**Task item:** Please repeat all the entries. Nothing may differ.
=== Records for this exercise ===
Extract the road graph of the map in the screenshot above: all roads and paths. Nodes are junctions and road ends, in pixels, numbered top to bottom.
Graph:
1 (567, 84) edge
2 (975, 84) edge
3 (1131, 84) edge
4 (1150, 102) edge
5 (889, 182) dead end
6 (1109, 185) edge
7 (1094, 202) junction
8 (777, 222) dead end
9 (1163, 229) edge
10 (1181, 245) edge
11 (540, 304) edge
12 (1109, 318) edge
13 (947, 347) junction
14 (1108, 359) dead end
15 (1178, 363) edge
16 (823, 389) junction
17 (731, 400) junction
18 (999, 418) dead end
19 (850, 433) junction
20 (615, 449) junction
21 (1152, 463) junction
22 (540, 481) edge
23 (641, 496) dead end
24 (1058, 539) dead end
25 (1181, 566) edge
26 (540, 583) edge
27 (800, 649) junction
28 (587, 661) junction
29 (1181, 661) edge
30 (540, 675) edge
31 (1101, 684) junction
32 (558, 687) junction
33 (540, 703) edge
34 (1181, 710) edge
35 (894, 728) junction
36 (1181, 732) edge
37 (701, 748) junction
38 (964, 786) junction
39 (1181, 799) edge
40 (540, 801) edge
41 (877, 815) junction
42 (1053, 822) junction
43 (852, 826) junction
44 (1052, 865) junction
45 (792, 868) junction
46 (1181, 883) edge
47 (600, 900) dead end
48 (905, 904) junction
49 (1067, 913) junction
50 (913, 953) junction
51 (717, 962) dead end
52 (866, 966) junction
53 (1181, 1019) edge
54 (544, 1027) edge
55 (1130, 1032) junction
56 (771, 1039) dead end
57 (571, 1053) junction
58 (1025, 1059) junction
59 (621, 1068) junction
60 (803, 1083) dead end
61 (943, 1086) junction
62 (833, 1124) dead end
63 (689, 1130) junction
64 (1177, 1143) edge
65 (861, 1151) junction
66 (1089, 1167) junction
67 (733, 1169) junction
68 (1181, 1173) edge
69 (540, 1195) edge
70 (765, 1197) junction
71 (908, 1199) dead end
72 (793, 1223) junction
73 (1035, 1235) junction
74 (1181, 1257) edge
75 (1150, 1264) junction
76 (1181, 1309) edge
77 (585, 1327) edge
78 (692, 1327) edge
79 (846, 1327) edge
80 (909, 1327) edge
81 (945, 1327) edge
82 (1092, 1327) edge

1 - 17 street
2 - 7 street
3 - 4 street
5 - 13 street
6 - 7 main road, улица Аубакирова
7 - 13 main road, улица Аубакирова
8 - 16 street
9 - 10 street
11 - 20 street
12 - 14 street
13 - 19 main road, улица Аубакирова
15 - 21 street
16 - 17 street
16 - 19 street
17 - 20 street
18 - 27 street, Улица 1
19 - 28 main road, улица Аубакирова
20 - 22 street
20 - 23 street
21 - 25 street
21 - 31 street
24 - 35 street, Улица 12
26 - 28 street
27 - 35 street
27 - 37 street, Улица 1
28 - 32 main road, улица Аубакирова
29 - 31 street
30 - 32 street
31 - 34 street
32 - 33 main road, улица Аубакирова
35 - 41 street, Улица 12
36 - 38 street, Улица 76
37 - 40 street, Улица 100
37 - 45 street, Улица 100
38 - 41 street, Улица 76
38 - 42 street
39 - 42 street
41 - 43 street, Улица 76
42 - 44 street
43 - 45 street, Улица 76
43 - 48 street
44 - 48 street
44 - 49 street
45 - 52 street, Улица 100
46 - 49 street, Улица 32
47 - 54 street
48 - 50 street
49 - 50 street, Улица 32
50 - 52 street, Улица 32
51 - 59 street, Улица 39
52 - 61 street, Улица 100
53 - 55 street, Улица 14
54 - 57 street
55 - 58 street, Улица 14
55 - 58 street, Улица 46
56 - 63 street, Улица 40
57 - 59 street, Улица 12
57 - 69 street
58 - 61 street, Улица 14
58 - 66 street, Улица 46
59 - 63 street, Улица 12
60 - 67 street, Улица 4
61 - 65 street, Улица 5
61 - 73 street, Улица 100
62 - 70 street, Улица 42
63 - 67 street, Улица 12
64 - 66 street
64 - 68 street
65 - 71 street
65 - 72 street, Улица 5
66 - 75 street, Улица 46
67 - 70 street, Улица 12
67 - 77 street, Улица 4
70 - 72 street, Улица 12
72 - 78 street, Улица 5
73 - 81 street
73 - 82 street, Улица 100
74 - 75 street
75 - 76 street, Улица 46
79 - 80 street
===
**Result for this task:**
Extract the road graph of the map in the screenshot above: all roads and paths. Nodes are junctions and road ends, in pixels, numbered top to bottom.
Graph:
1 (567, 84) edge
2 (975, 84) edge
3 (1131, 84) edge
4 (1150, 102) edge
5 (889, 182) dead end
6 (1109, 185) edge
7 (1094, 202) junction
8 (777, 222) dead end
9 (1163, 229) edge
10 (1181, 245) edge
11 (540, 304) edge
12 (1109, 318) edge
13 (947, 347) junction
14 (1108, 359) dead end
15 (1178, 363) edge
16 (823, 389) junction
17 (731, 400) junction
18 (999, 418) dead end
19 (850, 433) junction
20 (615, 449) junction
21 (1152, 463) junction
22 (540, 481) edge
23 (641, 496) dead end
24 (1058, 539) dead end
25 (1181, 566) edge
26 (540, 583) edge
27 (800, 649) junction
28 (587, 661) junction
29 (1181, 661) edge
30 (540, 675) edge
31 (1101, 684) junction
32 (558, 687) junction
33 (540, 703) edge
34 (1181, 710) edge
35 (894, 728) junction
36 (1181, 732) edge
37 (701, 748) junction
38 (964, 786) junction
39 (1181, 799) edge
40 (540, 801) edge
41 (877, 815) junction
42 (1053, 822) junction
43 (852, 826) junction
44 (1052, 865) junction
45 (792, 868) junction
46 (1181, 883) edge
47 (600, 900) dead end
48 (905, 904) junction
49 (1067, 913) junction
50 (913, 953) junction
51 (717, 962) dead end
52 (866, 966) junction
53 (1181, 1019) edge
54 (544, 1027) edge
55 (1130, 1032) junction
56 (771, 1039) dead end
57 (571, 1053) junction
58 (1025, 1059) junction
59 (621, 1068) junction
60 (803, 1083) dead end
61 (943, 1086) junction
62 (833, 1124) dead end
63 (689, 1130) junction
64 (1177, 1143) edge
65 (861, 1151) junction
66 (1089, 1167) junction
67 (733, 1169) junction
68 (1181, 1173) edge
69 (540, 1195) edge
70 (765, 1197) junction
71 (908, 1199) dead end
72 (793, 1223) junction
73 (1035, 1235) junction
74 (1181, 1257) edge
75 (1150, 1264) junction
76 (1181, 1309) edge
77 (585, 1327) edge
78 (692, 1327) edge
79 (846, 1327) edge
80 (909, 1327) edge
81 (945, 1327) edge
82 (1092, 1327) edge

1 - 17 street
2 - 7 street
3 - 4 street
5 - 13 street
6 - 7 main road, улица Аубакирова
7 - 13 main road, улица Аубакирова
8 - 16 street
9 - 10 street
11 - 20 street
12 - 14 street
13 - 19 main road, улица Аубакирова
15 - 21 street
16 - 17 street
16 - 19 street
17 - 20 street
18 - 27 street, Улица 1
19 - 28 main road, улица Аубакирова
20 - 22 street
20 - 23 street
21 - 25 street
21 - 31 street
24 - 35 street, Улица 12
26 - 28 street
27 - 35 street
27 - 37 street, Улица 1
28 - 32 main road, улица Аубакирова
29 - 31 street
30 - 32 street
31 - 34 street
32 - 33 main road, улица Аубакирова
35 - 41 street, Улица 12
36 - 38 street, Улица 76
37 - 40 street, Улица 100
37 - 45 street, Улица 100
38 - 41 street, Улица 76
38 - 42 street
39 - 42 street
41 - 43 street, Улица 76
42 - 44 street
43 - 45 street, Улица 76
43 - 48 street
44 - 48 street
44 - 49 street
45 - 52 street, Улица 100
46 - 49 street, Улица 32
47 - 54 street
48 - 50 street
49 - 50 street, Улица 32
50 - 52 street, Улица 32
51 - 59 street, Улица 39
52 - 61 street, Улица 100
53 - 55 street, Улица 14
54 - 57 street
55 - 58 street, Улица 14
55 - 58 street, Улица 46
56 - 63 street, Улица 40
57 - 59 street, Улица 12
57 - 69 street
58 - 61 street, Улица 14
58 - 66 street, Улица 46
59 - 63 street, Улица 12
60 - 67 street, Улица 4
61 - 65 street, Улица 5
61 - 73 street, Улица 100
62 - 70 street, Улица 42
63 - 67 street, Улица 12
64 - 66 street
64 - 68 street
65 - 71 street
65 - 72 street, Улица 5
66 - 75 street, Улица 46
67 - 70 street, Улица 12
67 - 77 street, Улица 4
70 - 72 street, Улица 12
72 - 78 street, Улица 5
73 - 81 street
73 - 82 street, Улица 100
74 - 75 street
75 - 76 street, Улица 46
79 - 80 street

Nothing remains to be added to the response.